TASK TO CARRY OUT. Only lines with the word "bridge" are wanted; copy each of them from the listing below.

# # # # # # #

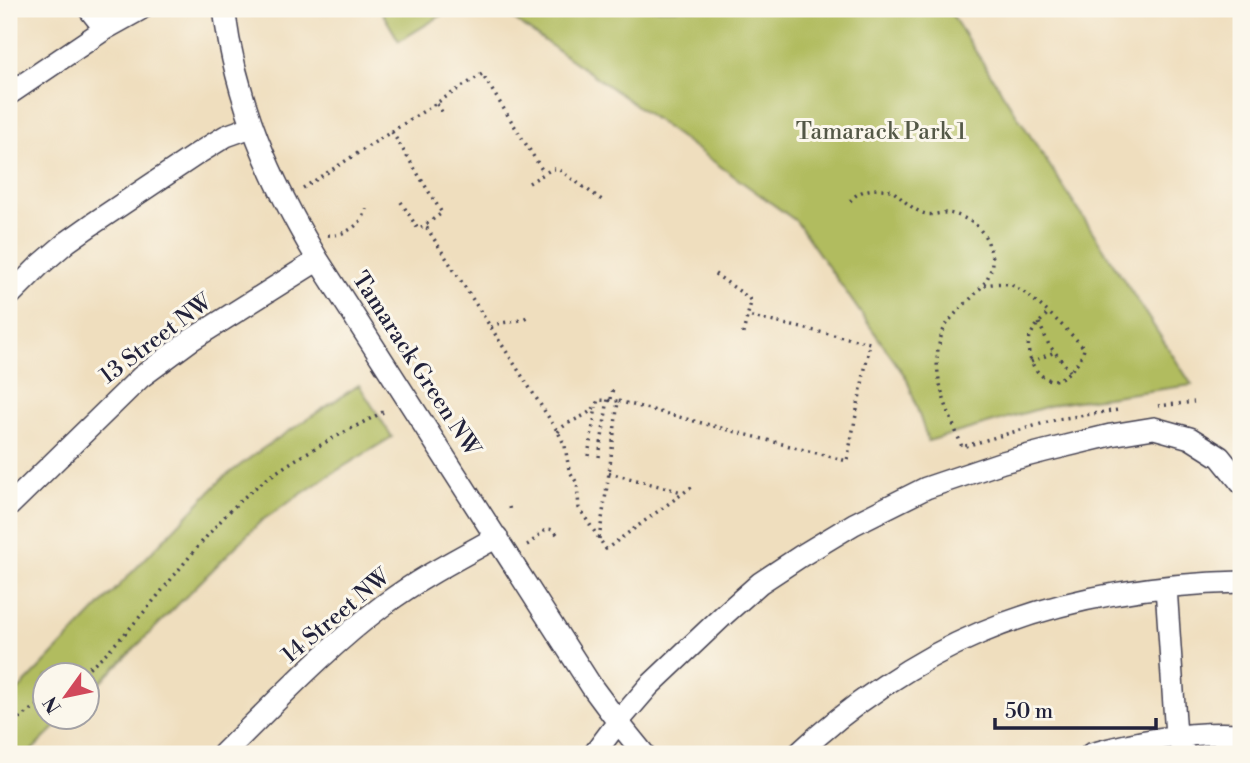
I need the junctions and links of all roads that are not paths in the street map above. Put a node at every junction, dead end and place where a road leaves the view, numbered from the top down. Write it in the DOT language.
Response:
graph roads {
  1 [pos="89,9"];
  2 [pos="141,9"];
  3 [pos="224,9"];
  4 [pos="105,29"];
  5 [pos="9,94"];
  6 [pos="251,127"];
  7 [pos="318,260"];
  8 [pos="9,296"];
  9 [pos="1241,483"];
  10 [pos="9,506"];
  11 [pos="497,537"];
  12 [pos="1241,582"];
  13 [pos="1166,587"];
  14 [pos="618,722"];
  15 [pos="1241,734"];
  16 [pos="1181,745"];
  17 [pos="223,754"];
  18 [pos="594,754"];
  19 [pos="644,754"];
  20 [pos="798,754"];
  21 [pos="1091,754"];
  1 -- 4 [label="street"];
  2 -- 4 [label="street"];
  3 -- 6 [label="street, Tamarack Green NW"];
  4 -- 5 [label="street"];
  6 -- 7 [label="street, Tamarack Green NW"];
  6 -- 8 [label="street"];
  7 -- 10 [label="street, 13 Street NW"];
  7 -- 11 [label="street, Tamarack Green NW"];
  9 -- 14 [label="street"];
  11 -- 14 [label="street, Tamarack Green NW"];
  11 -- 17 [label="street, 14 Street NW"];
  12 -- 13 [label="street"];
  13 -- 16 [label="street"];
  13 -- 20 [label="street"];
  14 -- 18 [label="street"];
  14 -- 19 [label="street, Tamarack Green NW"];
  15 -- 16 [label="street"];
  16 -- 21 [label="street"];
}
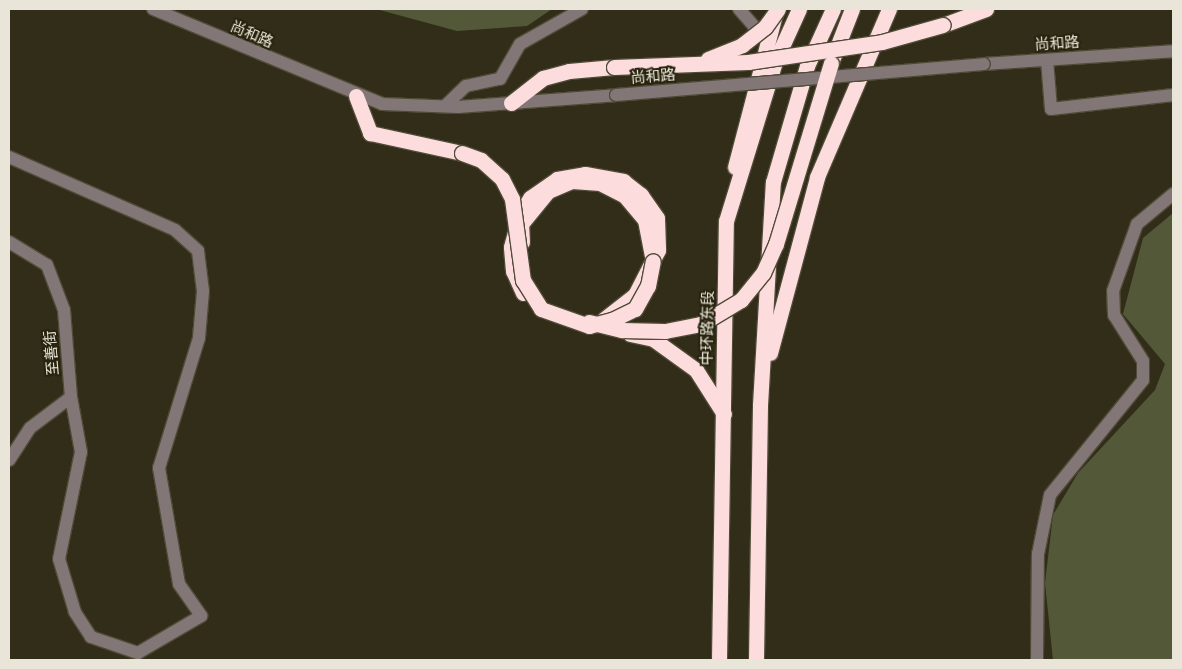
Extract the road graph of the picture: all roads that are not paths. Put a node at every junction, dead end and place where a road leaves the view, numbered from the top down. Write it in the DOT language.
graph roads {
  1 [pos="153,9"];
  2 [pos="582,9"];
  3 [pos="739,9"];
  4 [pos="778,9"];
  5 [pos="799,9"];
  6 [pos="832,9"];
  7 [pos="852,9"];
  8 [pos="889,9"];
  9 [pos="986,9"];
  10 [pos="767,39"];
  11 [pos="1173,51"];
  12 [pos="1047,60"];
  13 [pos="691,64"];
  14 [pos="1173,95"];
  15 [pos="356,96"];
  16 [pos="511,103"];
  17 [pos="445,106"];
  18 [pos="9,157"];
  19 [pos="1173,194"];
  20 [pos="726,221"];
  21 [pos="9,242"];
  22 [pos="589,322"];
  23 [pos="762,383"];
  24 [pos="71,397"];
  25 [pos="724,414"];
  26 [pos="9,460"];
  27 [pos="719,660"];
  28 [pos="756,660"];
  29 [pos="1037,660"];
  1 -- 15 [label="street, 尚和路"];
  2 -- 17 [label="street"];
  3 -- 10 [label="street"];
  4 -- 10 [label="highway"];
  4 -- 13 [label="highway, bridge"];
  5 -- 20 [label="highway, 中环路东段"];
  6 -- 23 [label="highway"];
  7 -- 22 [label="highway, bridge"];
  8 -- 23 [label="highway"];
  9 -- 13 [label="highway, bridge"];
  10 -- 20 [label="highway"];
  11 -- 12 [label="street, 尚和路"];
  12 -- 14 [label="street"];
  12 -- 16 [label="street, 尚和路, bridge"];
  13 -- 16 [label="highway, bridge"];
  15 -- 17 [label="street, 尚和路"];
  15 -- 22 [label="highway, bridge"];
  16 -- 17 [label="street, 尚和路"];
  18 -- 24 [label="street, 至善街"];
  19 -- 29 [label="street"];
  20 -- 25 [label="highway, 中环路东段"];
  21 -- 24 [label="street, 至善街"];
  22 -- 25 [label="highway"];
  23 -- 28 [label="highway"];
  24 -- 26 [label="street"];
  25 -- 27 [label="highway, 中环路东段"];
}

# # # # # # #

FINAL ANSWER.
  4 -- 13 [label="highway, bridge"];
  7 -- 22 [label="highway, bridge"];
  9 -- 13 [label="highway, bridge"];
  12 -- 16 [label="street, 尚和路, bridge"];
  13 -- 16 [label="highway, bridge"];
  15 -- 22 [label="highway, bridge"];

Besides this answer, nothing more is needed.